Publicado em 1857, o “romance brasileiro” de José de Alencar conta a história de uma família que vive isolada na serra dos Órgãos, nos primórdios da colonização do Rio de Janeiro. Rodeados por mercenários e traficantes, os Mariz (o fidalgo dom Antônio, sua esposa Lauriana, seus filhos Diogo, Cecília e Isabel) se veem cercados por indígenas em busca de vingança, depois que Diogo acidentalmente mata uma jovem aimoré. A família também é traída por Loredano, um dos mercenários, que planeja raptar a bela Ceci.

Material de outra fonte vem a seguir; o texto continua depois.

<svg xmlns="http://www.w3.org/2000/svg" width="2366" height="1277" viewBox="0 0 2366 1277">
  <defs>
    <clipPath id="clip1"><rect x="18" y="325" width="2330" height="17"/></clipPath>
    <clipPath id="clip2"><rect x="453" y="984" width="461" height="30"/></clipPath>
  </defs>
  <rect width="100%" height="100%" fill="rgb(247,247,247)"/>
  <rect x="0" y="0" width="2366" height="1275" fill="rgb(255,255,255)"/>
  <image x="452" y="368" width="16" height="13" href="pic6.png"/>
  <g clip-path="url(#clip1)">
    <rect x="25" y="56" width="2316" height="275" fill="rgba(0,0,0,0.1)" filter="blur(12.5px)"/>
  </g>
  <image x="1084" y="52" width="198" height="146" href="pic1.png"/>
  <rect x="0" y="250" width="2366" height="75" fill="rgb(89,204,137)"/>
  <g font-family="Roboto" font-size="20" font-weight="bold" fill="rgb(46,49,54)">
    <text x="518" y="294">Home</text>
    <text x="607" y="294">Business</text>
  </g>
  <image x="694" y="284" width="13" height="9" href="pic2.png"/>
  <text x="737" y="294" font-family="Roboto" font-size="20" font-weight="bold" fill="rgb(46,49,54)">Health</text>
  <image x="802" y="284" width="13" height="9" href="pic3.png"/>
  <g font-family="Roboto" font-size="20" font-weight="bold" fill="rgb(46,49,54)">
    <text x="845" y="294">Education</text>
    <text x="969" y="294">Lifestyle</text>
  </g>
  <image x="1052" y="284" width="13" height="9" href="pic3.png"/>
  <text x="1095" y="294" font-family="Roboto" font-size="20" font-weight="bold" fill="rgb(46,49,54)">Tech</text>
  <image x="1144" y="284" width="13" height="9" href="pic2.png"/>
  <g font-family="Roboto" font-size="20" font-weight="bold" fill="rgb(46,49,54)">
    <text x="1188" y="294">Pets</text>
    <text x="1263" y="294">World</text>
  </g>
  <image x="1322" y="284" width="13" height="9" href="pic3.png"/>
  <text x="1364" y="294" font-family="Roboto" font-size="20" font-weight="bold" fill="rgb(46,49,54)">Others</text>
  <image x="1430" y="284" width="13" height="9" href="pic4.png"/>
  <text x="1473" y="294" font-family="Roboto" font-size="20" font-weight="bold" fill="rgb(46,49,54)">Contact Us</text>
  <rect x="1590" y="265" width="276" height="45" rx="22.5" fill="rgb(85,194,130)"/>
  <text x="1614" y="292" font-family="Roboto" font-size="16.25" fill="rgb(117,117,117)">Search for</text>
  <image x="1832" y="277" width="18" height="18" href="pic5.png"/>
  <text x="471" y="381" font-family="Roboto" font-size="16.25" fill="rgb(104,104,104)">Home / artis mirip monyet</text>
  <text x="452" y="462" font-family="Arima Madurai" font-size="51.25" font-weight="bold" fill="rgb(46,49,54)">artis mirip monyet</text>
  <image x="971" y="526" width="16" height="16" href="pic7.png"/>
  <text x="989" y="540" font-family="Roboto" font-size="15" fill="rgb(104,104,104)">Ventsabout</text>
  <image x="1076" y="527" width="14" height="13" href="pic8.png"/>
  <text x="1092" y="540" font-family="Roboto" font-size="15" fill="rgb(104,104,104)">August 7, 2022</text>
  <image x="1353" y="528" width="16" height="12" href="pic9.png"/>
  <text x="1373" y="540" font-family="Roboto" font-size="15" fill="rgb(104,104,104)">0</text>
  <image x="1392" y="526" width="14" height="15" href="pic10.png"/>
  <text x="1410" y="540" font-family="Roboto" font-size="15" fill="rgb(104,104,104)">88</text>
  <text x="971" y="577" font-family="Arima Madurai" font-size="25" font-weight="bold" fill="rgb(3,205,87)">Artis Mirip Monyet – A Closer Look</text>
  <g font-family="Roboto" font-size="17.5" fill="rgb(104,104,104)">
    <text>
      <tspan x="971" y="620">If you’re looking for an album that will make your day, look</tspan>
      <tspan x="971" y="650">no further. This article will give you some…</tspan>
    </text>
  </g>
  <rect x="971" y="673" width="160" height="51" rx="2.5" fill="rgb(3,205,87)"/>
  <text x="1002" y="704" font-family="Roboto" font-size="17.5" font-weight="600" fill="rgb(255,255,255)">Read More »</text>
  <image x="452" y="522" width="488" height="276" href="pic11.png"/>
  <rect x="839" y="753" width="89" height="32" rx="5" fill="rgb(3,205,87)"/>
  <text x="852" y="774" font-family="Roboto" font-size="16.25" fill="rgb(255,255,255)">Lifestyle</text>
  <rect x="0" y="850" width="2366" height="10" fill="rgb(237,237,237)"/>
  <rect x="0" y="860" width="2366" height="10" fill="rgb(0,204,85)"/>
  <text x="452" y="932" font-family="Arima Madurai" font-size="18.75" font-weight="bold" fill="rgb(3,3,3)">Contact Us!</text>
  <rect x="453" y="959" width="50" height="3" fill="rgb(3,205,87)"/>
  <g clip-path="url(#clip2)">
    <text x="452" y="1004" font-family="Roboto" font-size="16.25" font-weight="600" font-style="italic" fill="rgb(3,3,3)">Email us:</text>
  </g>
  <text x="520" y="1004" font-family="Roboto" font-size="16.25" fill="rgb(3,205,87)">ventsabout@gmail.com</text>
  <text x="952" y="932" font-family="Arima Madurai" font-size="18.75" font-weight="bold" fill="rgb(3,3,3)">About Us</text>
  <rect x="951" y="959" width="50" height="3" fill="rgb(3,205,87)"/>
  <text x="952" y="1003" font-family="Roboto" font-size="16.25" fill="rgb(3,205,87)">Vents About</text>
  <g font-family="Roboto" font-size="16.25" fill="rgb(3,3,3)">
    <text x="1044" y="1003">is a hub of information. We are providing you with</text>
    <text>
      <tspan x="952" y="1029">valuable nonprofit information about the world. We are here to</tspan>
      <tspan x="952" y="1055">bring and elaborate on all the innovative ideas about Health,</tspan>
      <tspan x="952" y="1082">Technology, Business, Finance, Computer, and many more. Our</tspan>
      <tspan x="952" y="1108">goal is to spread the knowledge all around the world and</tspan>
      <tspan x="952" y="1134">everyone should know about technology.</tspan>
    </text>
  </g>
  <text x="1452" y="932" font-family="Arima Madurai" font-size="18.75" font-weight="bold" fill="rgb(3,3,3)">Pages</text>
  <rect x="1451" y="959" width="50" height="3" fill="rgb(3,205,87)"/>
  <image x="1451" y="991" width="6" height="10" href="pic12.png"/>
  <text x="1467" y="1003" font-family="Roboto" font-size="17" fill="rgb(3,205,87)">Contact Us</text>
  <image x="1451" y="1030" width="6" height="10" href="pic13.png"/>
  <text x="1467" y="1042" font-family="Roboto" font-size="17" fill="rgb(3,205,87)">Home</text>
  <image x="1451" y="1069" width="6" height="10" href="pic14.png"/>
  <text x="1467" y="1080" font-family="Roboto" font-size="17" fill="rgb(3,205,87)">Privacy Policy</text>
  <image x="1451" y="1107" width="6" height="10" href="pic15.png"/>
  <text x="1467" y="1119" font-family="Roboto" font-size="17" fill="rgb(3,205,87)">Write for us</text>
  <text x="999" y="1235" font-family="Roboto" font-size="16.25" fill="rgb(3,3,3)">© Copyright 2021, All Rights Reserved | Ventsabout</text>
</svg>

Quando o “castelo medieval” em que a família vive está prestes a ser tomado, a salvação aparece na figura de Peri, o goitacá de alma nobre que se apaixona por Ceci, aceita o batismo cristão e escapa com a amada para fundar uma nova raça de brasileiros.

Alfredo Bosi11 observa que O Guarani é daqueles romances que iluminam mais a época em que foram escritos do que aquela que retratam. Pode-se dar um passo além e afirmar que o romance de Alencar é daqueles que expressam, por um efeito involuntário de estrutura, atavismos muito duradouros. No esforço de capturar o olhar de seus contemporâneos, o escritor escolhe nos tempos passados em que ambienta a trama os traços que se mantiveram em sua época – e, às vezes, insere na narrativa algumas formas anacrônicas. De contrabando, incorpora ideias, estruturas de comportamento e conceitos que perdurariam até nossos dias.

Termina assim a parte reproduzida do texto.